Exercise directions
Below is a listing; transcribe it exactly but without any images.

Extracted entries
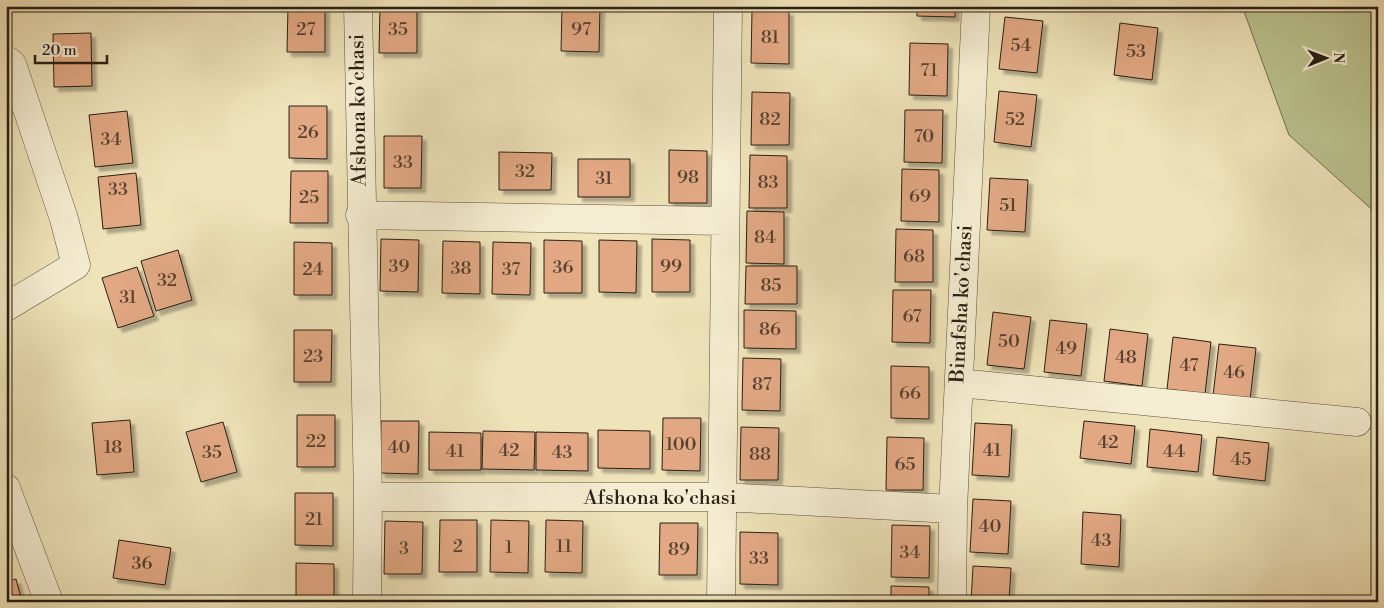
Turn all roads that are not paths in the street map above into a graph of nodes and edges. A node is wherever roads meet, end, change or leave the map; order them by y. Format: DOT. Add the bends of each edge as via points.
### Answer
graph roads {
  1 [pos="358,6"];
  2 [pos="728,6"];
  3 [pos="976,6"];
  4 [pos="6,60"];
  5 [pos="360,215"];
  6 [pos="725,221"];
  7 [pos="6,307"];
  8 [pos="959,383"];
  9 [pos="1356,422"];
  10 [pos="6,488"];
  11 [pos="368,497"];
  12 [pos="722,498"];
  13 [pos="953,509"];
  14 [pos="49,602"];
  15 [pos="368,602"];
  16 [pos="721,602"];
  17 [pos="952,602"];
  1 -- 5 [label="street, Afshona ko'chasi"];
  2 -- 6 [label="street"];
  3 -- 8 [label="street, Binafsha ko'chasi"];
  4 -- 7 [label="street" via="12,64 64,219 76,265"];
  5 -- 6 [label="street, Afshona ko'chasi"];
  5 -- 11 [label="street, Afshona ko'chasi"];
  6 -- 12 [label="street"];
  8 -- 9 [label="street"];
  8 -- 13 [label="street, Binafsha ko'chasi"];
  10 -- 14 [label="street"];
  11 -- 12 [label="street, Afshona ko'chasi"];
  11 -- 15 [label="street, Afshona ko'chasi"];
  12 -- 13 [label="street, Afshona ko'chasi"];
  12 -- 16 [label="street"];
  13 -- 17 [label="street, Binafsha ko'chasi"];
}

Answer to this exercise
Turn all roads that are not paths in the street map above into a graph of nodes and edges. A node is wherever roads meet, end, change or leave the map; order them by y. Format: DOT. Add the bends of each edge as via points.
### Answer
graph roads {
  1 [pos="358,6"];
  2 [pos="728,6"];
  3 [pos="976,6"];
  4 [pos="6,60"];
  5 [pos="360,215"];
  6 [pos="725,221"];
  7 [pos="6,307"];
  8 [pos="959,383"];
  9 [pos="1356,422"];
  10 [pos="6,488"];
  11 [pos="368,497"];
  12 [pos="722,498"];
  13 [pos="953,509"];
  14 [pos="49,602"];
  15 [pos="368,602"];
  16 [pos="721,602"];
  17 [pos="952,602"];
  1 -- 5 [label="street, Afshona ko'chasi"];
  2 -- 6 [label="street"];
  3 -- 8 [label="street, Binafsha ko'chasi"];
  4 -- 7 [label="street" via="12,64 64,219 76,265"];
  5 -- 6 [label="street, Afshona ko'chasi"];
  5 -- 11 [label="street, Afshona ko'chasi"];
  6 -- 12 [label="street"];
  8 -- 9 [label="street"];
  8 -- 13 [label="street, Binafsha ko'chasi"];
  10 -- 14 [label="street"];
  11 -- 12 [label="street, Afshona ko'chasi"];
  11 -- 15 [label="street, Afshona ko'chasi"];
  12 -- 13 [label="street, Afshona ko'chasi"];
  12 -- 16 [label="street"];
  13 -- 17 [label="street, Binafsha ko'chasi"];
}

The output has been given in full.